Project Area: Hollywood
Project: Hollywood & Highland
Project Location: Hollywood at Highland in Main Courtyard and 2nd Floor
Project Type: Developer

Description:

Road to Hollywood is a sinuous marble mosaic and concrete floor piece that weaves its way through the Grand Staircase and snakes hundreds of feet across Babylon Court, and can also be found on the floor above. The artwork contains 49 stories of how people in the entertainment business came to Hollywood and began their careers. The stories were gathered through interviews, books, articles, and the Academy of Motion Picture Arts & Sciences Library collection of oral histories. People's occupations, rather than names, are identified, and the stories range from the humorous to the poignant.
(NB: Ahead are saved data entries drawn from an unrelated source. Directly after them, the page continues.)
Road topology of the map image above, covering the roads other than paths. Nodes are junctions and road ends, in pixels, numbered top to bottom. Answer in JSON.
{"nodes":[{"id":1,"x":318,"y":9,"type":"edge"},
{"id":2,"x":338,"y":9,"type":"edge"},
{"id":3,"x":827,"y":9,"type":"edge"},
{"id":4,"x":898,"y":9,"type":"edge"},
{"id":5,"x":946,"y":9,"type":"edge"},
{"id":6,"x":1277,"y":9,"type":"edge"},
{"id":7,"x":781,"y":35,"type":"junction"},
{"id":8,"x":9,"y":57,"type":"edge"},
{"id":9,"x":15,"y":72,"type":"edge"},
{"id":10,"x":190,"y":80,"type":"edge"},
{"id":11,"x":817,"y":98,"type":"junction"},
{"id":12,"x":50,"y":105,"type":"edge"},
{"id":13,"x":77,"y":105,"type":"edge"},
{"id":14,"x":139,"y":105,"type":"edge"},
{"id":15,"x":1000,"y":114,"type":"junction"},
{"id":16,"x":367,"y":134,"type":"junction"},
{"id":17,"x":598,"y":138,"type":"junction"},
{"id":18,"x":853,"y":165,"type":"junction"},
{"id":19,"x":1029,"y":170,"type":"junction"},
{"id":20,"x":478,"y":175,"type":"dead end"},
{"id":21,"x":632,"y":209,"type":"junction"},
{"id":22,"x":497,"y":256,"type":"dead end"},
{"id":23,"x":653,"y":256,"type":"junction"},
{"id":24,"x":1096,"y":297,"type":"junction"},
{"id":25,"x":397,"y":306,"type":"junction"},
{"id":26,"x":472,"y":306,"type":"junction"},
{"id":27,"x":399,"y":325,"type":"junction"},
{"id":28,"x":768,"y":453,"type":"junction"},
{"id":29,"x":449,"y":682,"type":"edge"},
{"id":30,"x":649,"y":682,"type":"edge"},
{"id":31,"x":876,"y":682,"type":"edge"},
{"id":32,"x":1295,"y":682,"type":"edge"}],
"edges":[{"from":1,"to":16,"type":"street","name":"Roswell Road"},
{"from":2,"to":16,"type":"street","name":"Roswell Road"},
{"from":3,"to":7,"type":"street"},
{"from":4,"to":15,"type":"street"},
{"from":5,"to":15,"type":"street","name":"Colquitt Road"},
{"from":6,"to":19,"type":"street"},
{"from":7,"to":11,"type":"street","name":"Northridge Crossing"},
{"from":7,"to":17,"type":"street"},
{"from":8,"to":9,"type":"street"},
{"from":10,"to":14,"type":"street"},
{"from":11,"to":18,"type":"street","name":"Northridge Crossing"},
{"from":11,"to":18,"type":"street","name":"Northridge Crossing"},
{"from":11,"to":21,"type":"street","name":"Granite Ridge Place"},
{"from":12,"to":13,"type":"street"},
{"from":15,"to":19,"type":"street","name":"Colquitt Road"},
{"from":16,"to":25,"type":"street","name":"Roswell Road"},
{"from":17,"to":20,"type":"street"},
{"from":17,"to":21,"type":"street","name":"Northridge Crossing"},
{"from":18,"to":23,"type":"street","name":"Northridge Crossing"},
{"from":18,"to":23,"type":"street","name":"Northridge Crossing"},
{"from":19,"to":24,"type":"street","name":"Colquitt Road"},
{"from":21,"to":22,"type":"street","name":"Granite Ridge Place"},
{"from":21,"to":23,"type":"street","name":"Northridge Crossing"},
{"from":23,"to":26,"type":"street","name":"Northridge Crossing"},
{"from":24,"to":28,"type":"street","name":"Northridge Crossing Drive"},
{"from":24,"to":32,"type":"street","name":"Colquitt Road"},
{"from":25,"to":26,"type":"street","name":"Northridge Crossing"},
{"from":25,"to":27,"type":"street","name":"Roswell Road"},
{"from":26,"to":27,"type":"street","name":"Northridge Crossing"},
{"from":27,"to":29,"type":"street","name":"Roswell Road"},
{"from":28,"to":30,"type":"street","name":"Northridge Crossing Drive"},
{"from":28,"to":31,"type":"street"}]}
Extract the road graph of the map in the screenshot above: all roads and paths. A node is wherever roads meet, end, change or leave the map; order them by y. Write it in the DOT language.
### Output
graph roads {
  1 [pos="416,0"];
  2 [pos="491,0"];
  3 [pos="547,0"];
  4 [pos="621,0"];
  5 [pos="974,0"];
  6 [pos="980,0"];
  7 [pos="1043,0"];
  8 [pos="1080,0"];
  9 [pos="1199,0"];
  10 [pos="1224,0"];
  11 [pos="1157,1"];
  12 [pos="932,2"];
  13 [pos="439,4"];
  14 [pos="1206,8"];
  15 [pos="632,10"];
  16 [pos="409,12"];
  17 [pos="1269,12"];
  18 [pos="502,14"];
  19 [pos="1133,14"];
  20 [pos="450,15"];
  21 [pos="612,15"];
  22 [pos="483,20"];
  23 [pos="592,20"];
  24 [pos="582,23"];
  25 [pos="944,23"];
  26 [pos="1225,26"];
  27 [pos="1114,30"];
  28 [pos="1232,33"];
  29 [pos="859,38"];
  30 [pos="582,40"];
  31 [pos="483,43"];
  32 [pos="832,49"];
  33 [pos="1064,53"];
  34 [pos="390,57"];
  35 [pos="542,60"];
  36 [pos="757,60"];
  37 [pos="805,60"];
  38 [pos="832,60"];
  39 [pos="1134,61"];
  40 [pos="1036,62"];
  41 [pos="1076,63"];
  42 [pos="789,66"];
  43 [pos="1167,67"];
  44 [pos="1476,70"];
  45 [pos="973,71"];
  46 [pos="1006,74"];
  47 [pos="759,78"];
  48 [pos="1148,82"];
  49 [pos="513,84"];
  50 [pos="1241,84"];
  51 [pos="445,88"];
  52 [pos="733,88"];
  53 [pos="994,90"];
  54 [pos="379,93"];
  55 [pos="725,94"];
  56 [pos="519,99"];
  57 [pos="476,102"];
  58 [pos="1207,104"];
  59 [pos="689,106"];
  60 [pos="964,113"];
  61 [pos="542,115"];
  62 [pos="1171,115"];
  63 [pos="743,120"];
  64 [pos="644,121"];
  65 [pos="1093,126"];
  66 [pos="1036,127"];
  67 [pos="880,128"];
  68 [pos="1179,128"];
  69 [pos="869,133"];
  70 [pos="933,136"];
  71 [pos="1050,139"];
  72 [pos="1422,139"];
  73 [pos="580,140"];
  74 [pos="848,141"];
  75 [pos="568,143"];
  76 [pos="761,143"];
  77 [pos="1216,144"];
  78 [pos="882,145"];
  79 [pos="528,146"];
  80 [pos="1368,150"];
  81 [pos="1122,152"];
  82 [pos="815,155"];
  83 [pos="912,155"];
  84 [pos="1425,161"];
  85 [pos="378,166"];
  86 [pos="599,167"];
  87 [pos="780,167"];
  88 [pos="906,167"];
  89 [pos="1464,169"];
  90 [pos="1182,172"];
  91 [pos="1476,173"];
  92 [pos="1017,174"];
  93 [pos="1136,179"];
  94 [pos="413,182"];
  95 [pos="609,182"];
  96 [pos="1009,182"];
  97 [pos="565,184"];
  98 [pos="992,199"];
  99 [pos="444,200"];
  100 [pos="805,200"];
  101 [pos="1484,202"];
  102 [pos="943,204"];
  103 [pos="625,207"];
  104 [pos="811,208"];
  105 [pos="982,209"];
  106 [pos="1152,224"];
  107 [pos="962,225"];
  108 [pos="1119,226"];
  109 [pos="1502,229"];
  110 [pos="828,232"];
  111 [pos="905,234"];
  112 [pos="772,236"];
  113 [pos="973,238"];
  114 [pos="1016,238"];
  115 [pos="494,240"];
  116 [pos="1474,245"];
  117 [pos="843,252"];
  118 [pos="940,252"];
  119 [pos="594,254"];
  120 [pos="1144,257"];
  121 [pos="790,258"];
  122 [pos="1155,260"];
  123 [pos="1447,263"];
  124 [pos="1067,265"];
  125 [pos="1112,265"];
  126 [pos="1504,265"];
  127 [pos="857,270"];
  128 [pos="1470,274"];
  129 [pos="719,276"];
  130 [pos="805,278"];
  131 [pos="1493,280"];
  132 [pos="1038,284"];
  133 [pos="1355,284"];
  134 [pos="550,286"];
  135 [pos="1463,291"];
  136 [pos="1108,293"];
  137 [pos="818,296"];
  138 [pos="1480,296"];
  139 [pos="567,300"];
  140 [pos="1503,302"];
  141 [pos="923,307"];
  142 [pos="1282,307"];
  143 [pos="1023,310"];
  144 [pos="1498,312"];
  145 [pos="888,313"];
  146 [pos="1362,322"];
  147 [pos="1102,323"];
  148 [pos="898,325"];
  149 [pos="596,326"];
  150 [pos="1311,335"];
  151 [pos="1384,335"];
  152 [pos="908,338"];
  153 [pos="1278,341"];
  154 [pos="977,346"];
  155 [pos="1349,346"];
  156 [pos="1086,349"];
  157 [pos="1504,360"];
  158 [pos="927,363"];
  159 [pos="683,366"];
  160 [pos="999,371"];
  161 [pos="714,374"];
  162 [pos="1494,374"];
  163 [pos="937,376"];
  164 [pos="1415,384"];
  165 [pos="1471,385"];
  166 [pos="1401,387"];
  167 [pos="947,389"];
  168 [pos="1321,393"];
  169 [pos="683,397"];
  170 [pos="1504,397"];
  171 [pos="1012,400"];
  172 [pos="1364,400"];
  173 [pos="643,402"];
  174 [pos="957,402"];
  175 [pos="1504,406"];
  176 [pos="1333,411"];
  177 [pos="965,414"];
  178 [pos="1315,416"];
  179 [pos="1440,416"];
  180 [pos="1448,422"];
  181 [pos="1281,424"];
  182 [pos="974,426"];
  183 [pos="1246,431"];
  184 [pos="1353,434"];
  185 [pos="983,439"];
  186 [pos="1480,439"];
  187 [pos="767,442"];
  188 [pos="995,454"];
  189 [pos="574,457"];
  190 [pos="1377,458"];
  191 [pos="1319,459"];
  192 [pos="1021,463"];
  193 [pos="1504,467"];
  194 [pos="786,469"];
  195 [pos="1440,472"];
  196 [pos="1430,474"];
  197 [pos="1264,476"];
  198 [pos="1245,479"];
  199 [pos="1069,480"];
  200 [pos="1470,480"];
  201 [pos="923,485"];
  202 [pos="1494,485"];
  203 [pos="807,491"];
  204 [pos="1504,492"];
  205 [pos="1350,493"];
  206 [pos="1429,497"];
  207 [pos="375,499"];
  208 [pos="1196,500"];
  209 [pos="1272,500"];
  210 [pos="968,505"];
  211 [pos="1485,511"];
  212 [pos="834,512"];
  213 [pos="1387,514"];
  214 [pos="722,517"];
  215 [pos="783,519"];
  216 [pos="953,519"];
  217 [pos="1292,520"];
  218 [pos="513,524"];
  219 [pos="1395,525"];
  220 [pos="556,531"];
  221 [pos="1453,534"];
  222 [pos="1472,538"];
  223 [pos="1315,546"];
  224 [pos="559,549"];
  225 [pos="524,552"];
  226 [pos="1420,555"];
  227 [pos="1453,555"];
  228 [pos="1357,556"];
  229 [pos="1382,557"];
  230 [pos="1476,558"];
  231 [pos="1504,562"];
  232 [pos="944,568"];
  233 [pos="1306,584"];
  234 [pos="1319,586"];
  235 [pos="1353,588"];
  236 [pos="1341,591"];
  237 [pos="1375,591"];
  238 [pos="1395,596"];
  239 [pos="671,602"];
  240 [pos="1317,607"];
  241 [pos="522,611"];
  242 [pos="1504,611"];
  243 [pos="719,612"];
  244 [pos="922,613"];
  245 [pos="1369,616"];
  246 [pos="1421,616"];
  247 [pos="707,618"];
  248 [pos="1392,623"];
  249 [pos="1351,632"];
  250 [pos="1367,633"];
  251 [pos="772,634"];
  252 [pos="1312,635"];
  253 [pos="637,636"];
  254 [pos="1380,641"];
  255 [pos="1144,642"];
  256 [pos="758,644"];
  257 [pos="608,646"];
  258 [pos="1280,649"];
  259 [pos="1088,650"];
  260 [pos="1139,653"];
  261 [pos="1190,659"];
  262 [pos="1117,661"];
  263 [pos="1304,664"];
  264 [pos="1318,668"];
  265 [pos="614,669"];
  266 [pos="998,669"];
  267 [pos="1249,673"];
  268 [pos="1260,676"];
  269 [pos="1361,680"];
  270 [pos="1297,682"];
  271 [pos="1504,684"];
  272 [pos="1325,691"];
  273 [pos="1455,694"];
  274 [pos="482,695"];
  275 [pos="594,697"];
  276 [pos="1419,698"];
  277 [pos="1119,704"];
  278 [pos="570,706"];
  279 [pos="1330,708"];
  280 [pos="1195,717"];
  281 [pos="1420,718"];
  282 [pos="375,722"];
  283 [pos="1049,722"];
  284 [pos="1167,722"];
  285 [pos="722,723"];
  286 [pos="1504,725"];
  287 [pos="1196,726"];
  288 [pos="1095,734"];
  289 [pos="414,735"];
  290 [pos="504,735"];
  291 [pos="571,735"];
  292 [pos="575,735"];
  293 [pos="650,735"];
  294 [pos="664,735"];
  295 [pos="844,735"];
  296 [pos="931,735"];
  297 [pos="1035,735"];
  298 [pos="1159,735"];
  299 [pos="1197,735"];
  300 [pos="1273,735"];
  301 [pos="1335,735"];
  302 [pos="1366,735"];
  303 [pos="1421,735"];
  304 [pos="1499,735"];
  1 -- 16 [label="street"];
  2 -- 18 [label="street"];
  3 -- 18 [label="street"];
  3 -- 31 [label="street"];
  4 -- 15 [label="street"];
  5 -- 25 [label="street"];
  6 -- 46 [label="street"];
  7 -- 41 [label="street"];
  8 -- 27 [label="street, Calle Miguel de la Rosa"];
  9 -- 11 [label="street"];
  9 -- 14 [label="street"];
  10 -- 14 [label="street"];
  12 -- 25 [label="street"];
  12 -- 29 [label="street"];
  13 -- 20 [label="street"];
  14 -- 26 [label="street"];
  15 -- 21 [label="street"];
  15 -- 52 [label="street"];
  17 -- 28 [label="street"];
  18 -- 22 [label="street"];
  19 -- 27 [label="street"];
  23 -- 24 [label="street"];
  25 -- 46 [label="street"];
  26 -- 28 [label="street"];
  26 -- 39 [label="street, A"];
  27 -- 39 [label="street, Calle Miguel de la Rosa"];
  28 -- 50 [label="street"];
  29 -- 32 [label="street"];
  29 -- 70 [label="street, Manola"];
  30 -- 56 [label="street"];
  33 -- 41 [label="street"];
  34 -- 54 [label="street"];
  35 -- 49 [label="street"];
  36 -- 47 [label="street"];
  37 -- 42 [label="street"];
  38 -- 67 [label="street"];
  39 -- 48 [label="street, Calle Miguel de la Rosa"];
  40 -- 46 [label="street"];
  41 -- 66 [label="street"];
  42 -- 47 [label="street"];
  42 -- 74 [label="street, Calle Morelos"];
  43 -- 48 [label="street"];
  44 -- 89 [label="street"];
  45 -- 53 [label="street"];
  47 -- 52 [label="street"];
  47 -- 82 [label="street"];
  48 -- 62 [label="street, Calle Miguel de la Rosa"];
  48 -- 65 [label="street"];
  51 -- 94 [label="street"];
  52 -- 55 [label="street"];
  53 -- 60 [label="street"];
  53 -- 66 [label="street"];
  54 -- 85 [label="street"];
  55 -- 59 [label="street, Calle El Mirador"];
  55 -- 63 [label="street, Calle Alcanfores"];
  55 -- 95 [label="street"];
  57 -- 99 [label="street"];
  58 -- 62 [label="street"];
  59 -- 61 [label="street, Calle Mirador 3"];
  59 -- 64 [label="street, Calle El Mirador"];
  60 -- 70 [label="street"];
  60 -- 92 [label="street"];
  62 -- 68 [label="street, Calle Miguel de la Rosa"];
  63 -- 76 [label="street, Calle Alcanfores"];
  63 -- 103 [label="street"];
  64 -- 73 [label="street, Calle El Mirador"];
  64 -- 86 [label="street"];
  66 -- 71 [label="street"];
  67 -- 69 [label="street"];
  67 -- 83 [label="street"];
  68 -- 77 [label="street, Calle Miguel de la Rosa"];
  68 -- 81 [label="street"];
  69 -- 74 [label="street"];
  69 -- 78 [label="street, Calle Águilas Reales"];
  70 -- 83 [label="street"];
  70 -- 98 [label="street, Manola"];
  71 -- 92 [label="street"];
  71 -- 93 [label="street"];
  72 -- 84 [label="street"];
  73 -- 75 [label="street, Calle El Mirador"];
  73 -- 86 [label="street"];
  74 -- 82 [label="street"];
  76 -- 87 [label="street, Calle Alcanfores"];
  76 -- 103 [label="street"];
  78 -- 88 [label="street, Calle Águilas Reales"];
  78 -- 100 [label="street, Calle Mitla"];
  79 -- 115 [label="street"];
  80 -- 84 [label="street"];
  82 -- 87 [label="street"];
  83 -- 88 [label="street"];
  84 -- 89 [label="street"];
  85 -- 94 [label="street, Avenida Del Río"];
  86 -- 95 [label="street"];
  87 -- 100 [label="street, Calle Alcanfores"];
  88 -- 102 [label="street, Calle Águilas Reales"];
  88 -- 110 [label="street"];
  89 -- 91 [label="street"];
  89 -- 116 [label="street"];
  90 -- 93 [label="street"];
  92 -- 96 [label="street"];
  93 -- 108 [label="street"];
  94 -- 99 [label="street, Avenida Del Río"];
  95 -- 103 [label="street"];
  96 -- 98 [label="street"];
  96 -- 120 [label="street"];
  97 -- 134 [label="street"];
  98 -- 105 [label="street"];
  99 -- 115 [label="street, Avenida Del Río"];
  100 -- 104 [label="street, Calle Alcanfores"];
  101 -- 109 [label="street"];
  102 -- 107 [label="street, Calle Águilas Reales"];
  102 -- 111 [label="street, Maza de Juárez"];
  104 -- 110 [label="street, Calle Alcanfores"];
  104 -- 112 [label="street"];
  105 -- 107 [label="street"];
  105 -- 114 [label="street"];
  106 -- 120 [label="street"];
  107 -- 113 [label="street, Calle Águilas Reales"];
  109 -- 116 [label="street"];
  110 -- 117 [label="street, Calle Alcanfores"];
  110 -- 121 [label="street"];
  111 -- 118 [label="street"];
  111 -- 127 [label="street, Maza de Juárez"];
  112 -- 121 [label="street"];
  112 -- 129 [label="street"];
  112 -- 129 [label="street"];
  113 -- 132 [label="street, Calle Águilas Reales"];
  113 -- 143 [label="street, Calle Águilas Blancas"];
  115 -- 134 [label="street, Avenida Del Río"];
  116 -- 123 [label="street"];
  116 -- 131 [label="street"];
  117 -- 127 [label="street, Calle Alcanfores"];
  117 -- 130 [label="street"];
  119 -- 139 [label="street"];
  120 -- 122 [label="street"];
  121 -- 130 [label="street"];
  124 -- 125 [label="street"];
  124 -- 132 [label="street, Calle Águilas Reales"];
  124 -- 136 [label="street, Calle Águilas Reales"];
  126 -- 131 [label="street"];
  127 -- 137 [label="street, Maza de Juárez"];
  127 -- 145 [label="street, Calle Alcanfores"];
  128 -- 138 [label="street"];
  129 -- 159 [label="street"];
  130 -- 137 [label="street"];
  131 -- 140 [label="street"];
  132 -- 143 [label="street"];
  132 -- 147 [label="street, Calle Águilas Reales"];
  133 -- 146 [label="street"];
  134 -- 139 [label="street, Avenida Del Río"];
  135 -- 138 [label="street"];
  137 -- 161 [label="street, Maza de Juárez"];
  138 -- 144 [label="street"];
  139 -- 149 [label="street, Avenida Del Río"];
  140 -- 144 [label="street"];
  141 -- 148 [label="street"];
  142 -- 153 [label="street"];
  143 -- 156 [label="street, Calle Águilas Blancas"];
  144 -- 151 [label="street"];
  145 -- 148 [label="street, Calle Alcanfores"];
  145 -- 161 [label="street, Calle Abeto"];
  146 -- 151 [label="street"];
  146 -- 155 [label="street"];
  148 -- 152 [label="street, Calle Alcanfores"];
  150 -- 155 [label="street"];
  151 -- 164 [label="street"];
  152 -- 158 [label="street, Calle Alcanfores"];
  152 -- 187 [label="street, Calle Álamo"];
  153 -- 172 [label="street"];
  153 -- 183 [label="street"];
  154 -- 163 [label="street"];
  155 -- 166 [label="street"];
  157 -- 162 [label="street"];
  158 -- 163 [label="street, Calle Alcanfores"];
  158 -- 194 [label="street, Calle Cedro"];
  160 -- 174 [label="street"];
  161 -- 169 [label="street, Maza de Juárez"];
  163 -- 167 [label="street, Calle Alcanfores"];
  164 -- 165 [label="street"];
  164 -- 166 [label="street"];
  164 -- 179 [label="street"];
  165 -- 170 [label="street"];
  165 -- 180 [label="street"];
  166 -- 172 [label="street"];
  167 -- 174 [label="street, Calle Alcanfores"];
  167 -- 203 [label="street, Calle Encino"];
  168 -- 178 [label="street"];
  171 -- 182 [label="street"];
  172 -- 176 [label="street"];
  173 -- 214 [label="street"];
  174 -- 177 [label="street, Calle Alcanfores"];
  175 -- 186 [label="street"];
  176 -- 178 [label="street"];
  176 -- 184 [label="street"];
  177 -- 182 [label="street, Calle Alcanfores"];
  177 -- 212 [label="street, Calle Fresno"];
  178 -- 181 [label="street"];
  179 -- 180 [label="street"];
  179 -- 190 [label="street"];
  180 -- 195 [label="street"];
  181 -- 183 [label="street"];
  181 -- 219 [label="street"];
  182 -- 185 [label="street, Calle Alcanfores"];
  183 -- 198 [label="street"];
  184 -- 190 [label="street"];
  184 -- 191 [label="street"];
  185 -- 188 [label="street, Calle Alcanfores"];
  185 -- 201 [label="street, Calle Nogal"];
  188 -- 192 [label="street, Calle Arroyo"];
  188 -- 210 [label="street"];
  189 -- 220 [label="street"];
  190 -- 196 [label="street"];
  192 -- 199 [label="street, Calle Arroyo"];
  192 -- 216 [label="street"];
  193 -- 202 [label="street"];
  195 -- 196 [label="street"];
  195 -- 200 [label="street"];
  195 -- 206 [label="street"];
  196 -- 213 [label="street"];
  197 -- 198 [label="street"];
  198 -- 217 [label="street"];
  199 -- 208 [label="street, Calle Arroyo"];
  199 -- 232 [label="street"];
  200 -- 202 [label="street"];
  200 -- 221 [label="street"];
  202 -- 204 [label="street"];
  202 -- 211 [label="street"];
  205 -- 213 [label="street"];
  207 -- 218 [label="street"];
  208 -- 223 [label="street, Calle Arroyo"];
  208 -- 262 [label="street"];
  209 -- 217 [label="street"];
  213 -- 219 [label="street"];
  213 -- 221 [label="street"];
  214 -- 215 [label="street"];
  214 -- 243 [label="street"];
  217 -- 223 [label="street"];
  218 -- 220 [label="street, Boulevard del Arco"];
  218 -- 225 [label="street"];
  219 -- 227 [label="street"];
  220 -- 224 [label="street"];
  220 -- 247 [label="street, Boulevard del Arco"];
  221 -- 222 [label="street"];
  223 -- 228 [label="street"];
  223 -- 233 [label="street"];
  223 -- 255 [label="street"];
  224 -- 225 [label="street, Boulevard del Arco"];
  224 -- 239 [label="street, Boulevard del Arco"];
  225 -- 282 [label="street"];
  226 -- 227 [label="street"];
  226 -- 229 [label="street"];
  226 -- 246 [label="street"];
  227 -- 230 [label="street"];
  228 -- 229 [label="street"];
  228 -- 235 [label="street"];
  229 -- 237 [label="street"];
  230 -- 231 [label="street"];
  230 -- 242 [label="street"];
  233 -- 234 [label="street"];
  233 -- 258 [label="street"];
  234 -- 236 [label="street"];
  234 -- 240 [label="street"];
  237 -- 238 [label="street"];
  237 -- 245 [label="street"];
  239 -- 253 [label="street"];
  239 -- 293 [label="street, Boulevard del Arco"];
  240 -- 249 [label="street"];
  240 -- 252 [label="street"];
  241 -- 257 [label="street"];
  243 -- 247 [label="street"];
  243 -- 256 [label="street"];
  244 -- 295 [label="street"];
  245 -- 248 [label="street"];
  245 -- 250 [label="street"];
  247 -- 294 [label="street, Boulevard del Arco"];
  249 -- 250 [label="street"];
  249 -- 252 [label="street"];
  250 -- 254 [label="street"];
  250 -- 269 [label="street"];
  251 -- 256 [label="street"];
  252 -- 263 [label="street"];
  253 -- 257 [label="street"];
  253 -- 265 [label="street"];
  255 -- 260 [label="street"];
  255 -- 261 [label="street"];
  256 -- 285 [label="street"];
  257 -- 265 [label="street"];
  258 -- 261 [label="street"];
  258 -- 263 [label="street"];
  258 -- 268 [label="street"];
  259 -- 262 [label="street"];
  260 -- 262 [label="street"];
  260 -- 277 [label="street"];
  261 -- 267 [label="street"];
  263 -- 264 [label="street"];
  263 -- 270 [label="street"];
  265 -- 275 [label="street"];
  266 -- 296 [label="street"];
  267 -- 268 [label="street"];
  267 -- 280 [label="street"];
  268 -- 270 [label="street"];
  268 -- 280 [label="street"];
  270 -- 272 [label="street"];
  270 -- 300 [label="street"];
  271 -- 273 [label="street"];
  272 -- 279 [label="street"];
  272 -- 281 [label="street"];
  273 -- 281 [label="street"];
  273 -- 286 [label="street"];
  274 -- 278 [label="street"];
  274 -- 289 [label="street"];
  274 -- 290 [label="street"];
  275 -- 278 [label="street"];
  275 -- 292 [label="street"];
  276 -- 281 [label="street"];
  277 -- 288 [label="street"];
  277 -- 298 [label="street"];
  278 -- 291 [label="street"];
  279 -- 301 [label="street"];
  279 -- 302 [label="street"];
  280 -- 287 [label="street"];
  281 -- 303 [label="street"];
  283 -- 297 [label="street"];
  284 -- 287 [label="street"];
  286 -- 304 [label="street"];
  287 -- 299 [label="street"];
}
The path ends at an oversized chaise lounge made of glass-reinforced concrete over a steel frame that looks over Highland Avenue.
Image of Couch

Overview Image of Snaking Mosaic


Artist Profile

Artist Erika Rothenberg studied at the University of Chicago and began her career in public art with a 1984 commission from New York’s Creative Time for the Freedom of Expression National Monument, a collaborative sculpture created with architect Laurie Hawkinson and performance artist John Malpede.  Since then, Rothenberg has completed commissions for Los Angeles and San Francisco, Washington, D.C., Hartford, and Philadelphia.  Rothenberg usually researches a location through interviews, history books, and articles to create a site-specific public artwork that will engage the viewer in a new unspoken dialogue.  The artist’s works are in the public collections of the Museum of Contemporary Art, Los Angeles; Los Angeles County Museum of Art; Museum of Modern Art, New York; Art Institute of Chicago; Museum of Contemporary Art, Chicago; Milwaukee Art Museum; Toledo Museum of Art; New Museum of Contemporary Art, New York; Van Abbemuseum, Ghent; and the Musée d’Art Contemporain, Lausanne.  The artist lives and works in Los Angeles.